[Supplied data — start]

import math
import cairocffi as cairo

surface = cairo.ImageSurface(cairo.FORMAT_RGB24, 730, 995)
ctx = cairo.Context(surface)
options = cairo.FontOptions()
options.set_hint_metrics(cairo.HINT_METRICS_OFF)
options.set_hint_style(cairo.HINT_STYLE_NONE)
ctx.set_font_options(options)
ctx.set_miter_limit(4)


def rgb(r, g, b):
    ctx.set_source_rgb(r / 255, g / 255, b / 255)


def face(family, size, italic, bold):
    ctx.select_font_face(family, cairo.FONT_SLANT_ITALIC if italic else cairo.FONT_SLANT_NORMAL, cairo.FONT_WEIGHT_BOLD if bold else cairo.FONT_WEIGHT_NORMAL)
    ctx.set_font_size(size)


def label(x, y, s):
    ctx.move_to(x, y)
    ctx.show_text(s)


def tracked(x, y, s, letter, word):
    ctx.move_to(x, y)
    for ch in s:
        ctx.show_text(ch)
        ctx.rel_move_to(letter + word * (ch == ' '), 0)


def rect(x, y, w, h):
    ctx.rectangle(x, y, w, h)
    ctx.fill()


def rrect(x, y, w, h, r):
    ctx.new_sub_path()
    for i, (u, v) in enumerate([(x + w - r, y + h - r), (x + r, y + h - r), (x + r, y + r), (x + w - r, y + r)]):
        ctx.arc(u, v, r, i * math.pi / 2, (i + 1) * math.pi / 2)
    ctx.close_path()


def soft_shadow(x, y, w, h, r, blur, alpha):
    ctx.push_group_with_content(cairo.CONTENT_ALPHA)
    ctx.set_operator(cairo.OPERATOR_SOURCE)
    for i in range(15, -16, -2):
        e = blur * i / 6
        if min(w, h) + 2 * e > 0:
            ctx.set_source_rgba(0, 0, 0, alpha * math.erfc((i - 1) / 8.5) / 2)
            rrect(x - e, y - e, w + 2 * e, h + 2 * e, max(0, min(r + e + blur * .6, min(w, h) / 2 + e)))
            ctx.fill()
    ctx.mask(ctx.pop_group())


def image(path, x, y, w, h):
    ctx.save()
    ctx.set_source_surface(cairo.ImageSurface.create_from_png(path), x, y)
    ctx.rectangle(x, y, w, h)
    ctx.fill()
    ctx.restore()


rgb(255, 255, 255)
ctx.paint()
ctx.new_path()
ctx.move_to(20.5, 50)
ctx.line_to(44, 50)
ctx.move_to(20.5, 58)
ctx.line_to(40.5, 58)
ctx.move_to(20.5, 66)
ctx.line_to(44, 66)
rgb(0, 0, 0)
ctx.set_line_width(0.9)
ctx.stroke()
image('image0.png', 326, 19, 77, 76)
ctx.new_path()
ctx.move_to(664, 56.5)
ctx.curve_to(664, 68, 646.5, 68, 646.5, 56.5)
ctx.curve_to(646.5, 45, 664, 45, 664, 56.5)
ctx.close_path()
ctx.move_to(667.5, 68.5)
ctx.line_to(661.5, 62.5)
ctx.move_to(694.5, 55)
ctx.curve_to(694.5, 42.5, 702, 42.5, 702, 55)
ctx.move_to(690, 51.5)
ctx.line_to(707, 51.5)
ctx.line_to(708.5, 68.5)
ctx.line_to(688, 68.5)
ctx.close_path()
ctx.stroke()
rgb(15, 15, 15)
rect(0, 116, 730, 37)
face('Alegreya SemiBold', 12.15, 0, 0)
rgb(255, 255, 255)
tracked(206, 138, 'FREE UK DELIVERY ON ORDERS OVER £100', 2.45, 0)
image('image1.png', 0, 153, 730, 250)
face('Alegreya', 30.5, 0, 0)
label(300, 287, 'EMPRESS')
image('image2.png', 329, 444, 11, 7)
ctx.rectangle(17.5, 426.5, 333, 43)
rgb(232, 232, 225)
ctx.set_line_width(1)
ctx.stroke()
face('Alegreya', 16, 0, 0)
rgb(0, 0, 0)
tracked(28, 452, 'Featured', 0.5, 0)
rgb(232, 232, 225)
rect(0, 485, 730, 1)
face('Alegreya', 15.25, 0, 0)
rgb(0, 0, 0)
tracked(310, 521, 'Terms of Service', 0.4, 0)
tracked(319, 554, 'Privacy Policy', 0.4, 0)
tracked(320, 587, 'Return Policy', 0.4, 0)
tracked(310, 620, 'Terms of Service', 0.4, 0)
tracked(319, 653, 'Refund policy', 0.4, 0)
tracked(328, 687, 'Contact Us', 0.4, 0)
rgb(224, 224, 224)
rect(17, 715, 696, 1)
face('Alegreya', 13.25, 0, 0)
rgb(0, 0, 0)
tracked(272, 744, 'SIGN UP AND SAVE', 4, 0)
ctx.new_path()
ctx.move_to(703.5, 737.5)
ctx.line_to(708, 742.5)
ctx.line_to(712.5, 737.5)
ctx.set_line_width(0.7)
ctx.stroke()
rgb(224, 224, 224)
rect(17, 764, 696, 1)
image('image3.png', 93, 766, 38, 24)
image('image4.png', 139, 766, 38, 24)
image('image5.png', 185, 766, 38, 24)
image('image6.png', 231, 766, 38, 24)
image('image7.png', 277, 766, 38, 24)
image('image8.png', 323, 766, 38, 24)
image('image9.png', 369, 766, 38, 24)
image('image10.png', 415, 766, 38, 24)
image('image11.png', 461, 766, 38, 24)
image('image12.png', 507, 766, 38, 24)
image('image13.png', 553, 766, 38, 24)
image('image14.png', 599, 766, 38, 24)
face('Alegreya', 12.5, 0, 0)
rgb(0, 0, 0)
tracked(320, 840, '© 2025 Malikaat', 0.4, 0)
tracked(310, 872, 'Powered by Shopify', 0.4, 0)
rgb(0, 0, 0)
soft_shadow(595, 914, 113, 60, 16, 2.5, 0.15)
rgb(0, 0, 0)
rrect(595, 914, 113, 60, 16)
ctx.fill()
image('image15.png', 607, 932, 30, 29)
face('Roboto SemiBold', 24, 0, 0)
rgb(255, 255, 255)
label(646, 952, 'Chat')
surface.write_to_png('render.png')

[Supplied data — finish]

**Exercise objective**
Starting at the line above that contains "ctx.select_font_face(family, cairo.FONT_SLANT_ITALIC if", write out each line exactly until the line that contains "ctx.mask(ctx.pop_group())" has been written, and stop there.

**Exercise answer**
    ctx.select_font_face(family, cairo.FONT_SLANT_ITALIC if italic else cairo.FONT_SLANT_NORMAL, cairo.FONT_WEIGHT_BOLD if bold else cairo.FONT_WEIGHT_NORMAL)
    ctx.set_font_size(size)


def label(x, y, s):
    ctx.move_to(x, y)
    ctx.show_text(s)


def tracked(x, y, s, letter, word):
    ctx.move_to(x, y)
    for ch in s:
        ctx.show_text(ch)
        ctx.rel_move_to(letter + word * (ch == ' '), 0)


def rect(x, y, w, h):
    ctx.rectangle(x, y, w, h)
    ctx.fill()


def rrect(x, y, w, h, r):
    ctx.new_sub_path()
    for i, (u, v) in enumerate([(x + w - r, y + h - r), (x + r, y + h - r), (x + r, y + r), (x + w - r, y + r)]):
        ctx.arc(u, v, r, i * math.pi / 2, (i + 1) * math.pi / 2)
    ctx.close_path()


def soft_shadow(x, y, w, h, r, blur, alpha):
    ctx.push_group_with_content(cairo.CONTENT_ALPHA)
    ctx.set_operator(cairo.OPERATOR_SOURCE)
    for i in range(15, -16, -2):
        e = blur * i / 6
        if min(w, h) + 2 * e > 0:
            ctx.set_source_rgba(0, 0, 0, alpha * math.erfc((i - 1) / 8.5) / 2)
            rrect(x - e, y - e, w + 2 * e, h + 2 * e, max(0, min(r + e + blur * .6, min(w, h) / 2 + e)))
            ctx.fill()
    ctx.mask(ctx.pop_group())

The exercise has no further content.